=== Recorded data ===

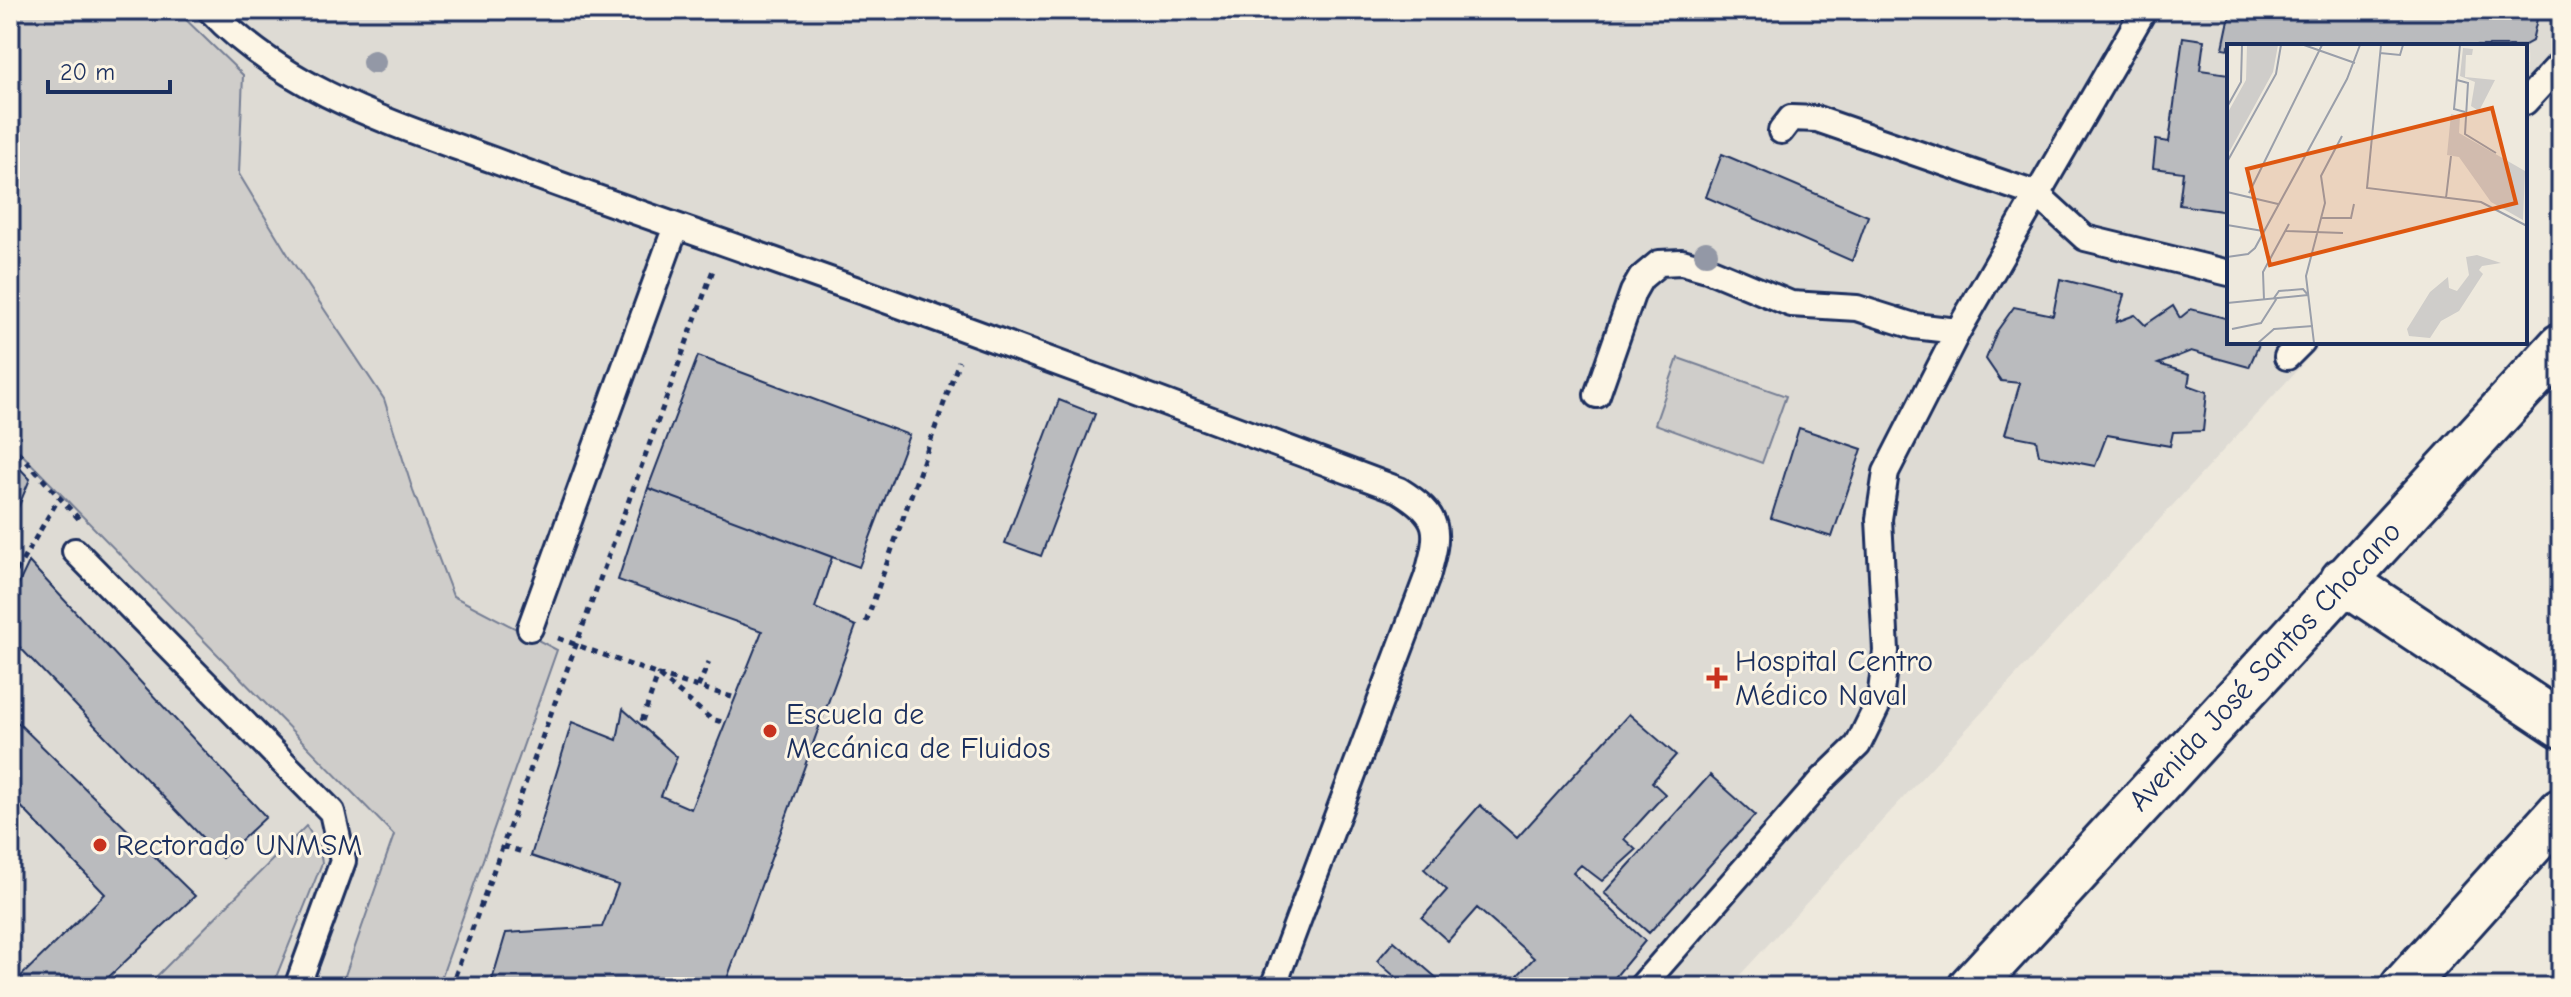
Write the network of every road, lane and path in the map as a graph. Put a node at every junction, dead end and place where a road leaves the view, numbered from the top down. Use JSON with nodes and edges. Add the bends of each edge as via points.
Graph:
{"nodes":[{"id":1,"x":210,"y":10,"type":"edge"},
{"id":2,"x":2144,"y":10,"type":"edge"},
{"id":3,"x":2561,"y":63,"type":"edge"},
{"id":4,"x":2527,"y":100,"type":"edge"},
{"id":5,"x":1781,"y":131,"type":"dead end"},
{"id":6,"x":2038,"y":195,"type":"junction"},
{"id":7,"x":676,"y":226,"type":"junction"},
{"id":8,"x":715,"y":265,"type":"dead end"},
{"id":9,"x":2227,"y":273,"type":"edge"},
{"id":10,"x":970,"y":330,"type":"junction"},
{"id":11,"x":1958,"y":331,"type":"junction"},
{"id":12,"x":2560,"y":348,"type":"edge"},
{"id":13,"x":1597,"y":395,"type":"dead end"},
{"id":14,"x":59,"y":498,"type":"dead end"},
{"id":15,"x":75,"y":551,"type":"dead end"},
{"id":16,"x":2343,"y":580,"type":"junction"},
{"id":17,"x":10,"y":582,"type":"edge"},
{"id":18,"x":866,"y":622,"type":"dead end"},
{"id":19,"x":530,"y":628,"type":"joint"},
{"id":20,"x":576,"y":645,"type":"junction"},
{"id":21,"x":709,"y":662,"type":"dead end"},
{"id":22,"x":658,"y":675,"type":"junction"},
{"id":23,"x":698,"y":687,"type":"junction"},
{"id":24,"x":732,"y":697,"type":"dead end"},
{"id":25,"x":642,"y":721,"type":"dead end"},
{"id":26,"x":722,"y":722,"type":"dead end"},
{"id":27,"x":2561,"y":725,"type":"edge"},
{"id":28,"x":2561,"y":811,"type":"edge"},
{"id":29,"x":503,"y":846,"type":"junction"},
{"id":30,"x":526,"y":853,"type":"dead end"},
{"id":31,"x":297,"y":987,"type":"edge"},
{"id":32,"x":451,"y":987,"type":"edge"},
{"id":33,"x":1273,"y":987,"type":"edge"},
{"id":34,"x":1641,"y":987,"type":"edge"},
{"id":35,"x":1971,"y":987,"type":"edge"},
{"id":36,"x":2403,"y":987,"type":"edge"}],
"edges":[{"from":1,"to":7,"type":"lane","via":[[278,68],[338,101]]},
{"from":2,"to":6,"type":"lane"},
{"from":3,"to":4,"type":"lane"},
{"from":5,"to":6,"type":"lane","via":[[1791,118],[1817,119]]},
{"from":6,"to":9,"type":"lane","via":[[2085,238]]},
{"from":6,"to":11,"type":"lane"},
{"from":7,"to":10,"type":"lane"},
{"from":7,"to":19,"type":"lane"},
{"from":8,"to":20,"type":"path"},
{"from":10,"to":18,"type":"path"},
{"from":10,"to":33,"type":"lane","via":[[1399,490],[1434,520],[1435,547],[1427,577]]},
{"from":11,"to":13,"type":"lane","via":[[1914,326],[1857,308],[1791,304],[1707,269],[1659,263],[1633,292]]},
{"from":11,"to":34,"type":"lane","via":[[1886,472],[1879,519],[1886,651],[1880,700],[1858,745]]},
{"from":12,"to":16,"type":"street","name":"Avenida José Santos Chocano"},
{"from":14,"to":17,"type":"path"},
{"from":15,"to":31,"type":"lane","via":[[332,812],[343,861]]},
{"from":16,"to":27,"type":"street"},
{"from":16,"to":35,"type":"street","name":"Avenida José Santos Chocano"},
{"from":19,"to":20,"type":"path"},
{"from":20,"to":22,"type":"path"},
{"from":20,"to":29,"type":"path"},
{"from":21,"to":23,"type":"path"},
{"from":22,"to":23,"type":"path"},
{"from":22,"to":25,"type":"path"},
{"from":22,"to":26,"type":"path","via":[[711,719]]},
{"from":23,"to":24,"type":"path"},
{"from":28,"to":36,"type":"street"},
{"from":29,"to":30,"type":"path"},
{"from":29,"to":32,"type":"path"}]}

===

| Exercise prompt |
In the listing above, find the lines holding the word "José" and copy them.

| Task result |
{"from":12,"to":16,"type":"street","name":"Avenida José Santos Chocano"},
{"from":16,"to":35,"type":"street","name":"Avenida José Santos Chocano"},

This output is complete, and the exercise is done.